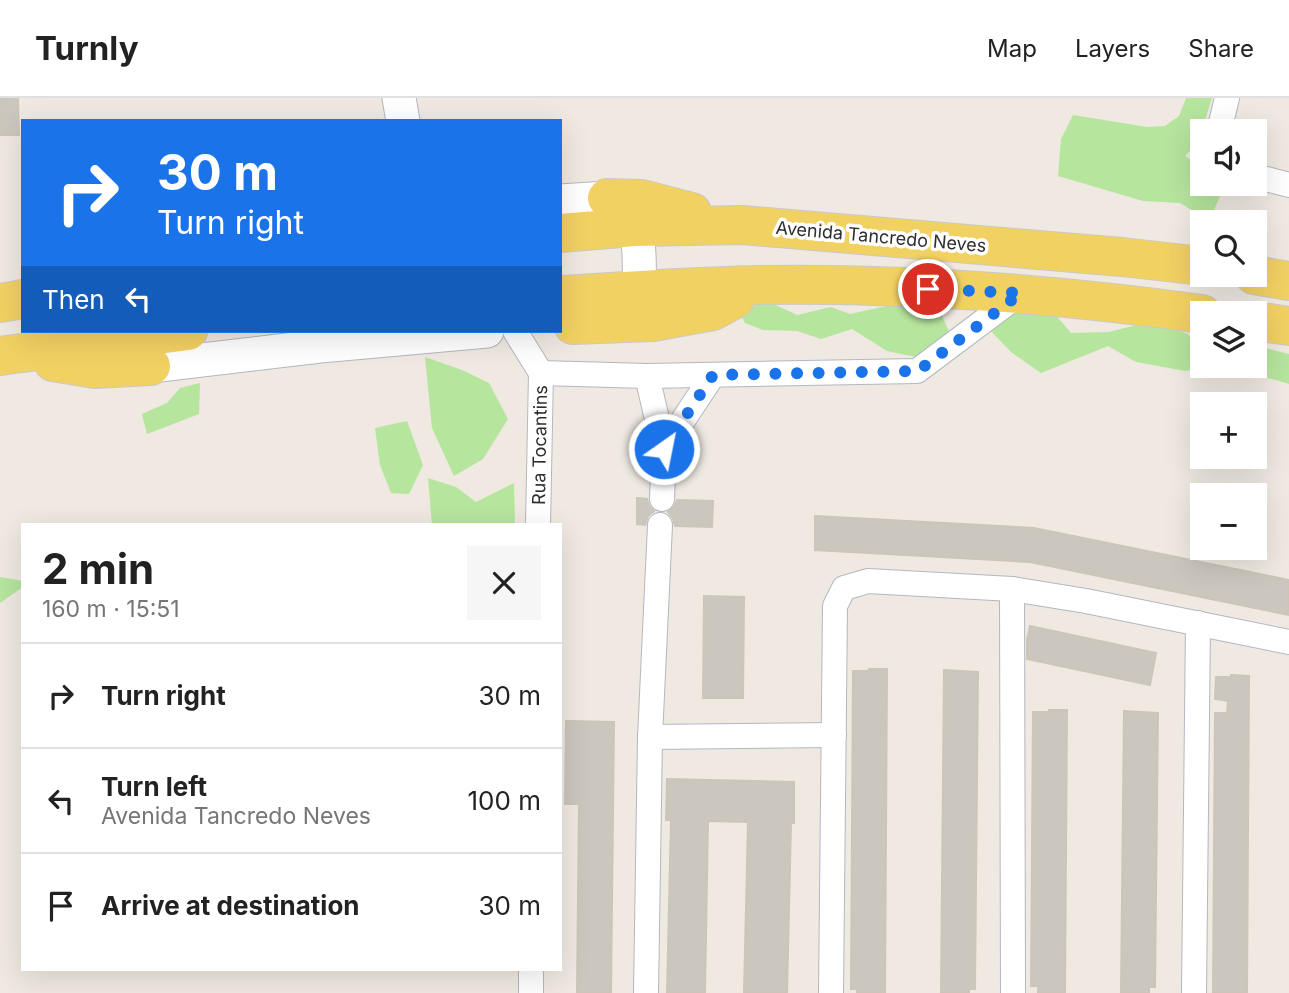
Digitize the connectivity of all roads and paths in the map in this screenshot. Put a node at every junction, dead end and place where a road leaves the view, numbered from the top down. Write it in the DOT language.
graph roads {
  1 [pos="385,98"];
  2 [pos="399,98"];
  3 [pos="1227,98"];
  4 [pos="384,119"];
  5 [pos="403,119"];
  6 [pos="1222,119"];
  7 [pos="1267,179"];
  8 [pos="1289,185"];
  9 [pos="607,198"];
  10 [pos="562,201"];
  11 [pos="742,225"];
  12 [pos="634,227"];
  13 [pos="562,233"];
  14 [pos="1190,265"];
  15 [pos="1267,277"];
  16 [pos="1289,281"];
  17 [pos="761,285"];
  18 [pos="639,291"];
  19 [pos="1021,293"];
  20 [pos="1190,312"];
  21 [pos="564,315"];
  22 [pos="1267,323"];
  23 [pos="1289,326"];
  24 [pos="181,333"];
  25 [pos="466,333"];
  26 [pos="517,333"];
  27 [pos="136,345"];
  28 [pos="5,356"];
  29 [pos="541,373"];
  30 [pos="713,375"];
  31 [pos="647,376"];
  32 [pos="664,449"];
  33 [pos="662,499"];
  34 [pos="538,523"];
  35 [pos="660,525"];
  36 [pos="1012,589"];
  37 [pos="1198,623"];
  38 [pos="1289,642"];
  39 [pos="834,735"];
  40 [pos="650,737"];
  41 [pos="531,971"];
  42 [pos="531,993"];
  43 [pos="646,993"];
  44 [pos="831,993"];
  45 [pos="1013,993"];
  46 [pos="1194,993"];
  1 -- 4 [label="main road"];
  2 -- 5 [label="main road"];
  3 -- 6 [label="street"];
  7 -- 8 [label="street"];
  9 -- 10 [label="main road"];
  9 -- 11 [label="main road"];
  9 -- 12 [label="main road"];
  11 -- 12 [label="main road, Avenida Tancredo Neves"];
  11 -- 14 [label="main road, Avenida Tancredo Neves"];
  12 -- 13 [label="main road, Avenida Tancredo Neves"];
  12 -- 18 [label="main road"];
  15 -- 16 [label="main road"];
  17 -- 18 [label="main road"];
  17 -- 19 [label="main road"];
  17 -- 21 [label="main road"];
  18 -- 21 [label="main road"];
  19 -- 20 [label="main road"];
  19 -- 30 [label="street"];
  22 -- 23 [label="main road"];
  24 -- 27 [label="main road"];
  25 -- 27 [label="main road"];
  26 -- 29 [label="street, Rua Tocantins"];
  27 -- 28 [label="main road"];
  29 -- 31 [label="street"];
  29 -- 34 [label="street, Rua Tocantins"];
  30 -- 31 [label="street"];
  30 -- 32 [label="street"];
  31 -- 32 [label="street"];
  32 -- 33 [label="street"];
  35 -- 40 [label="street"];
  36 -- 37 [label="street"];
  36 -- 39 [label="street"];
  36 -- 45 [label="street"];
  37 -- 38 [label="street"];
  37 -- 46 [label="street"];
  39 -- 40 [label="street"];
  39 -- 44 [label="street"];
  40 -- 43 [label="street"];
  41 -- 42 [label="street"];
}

---*---

TASK DIRECTIONS → Copy every line of the records above that contains "Neves".

WRITTEN REPLY →
  11 -- 12 [label="main road, Avenida Tancredo Neves"];
  11 -- 14 [label="main road, Avenida Tancredo Neves"];
  12 -- 13 [label="main road, Avenida Tancredo Neves"];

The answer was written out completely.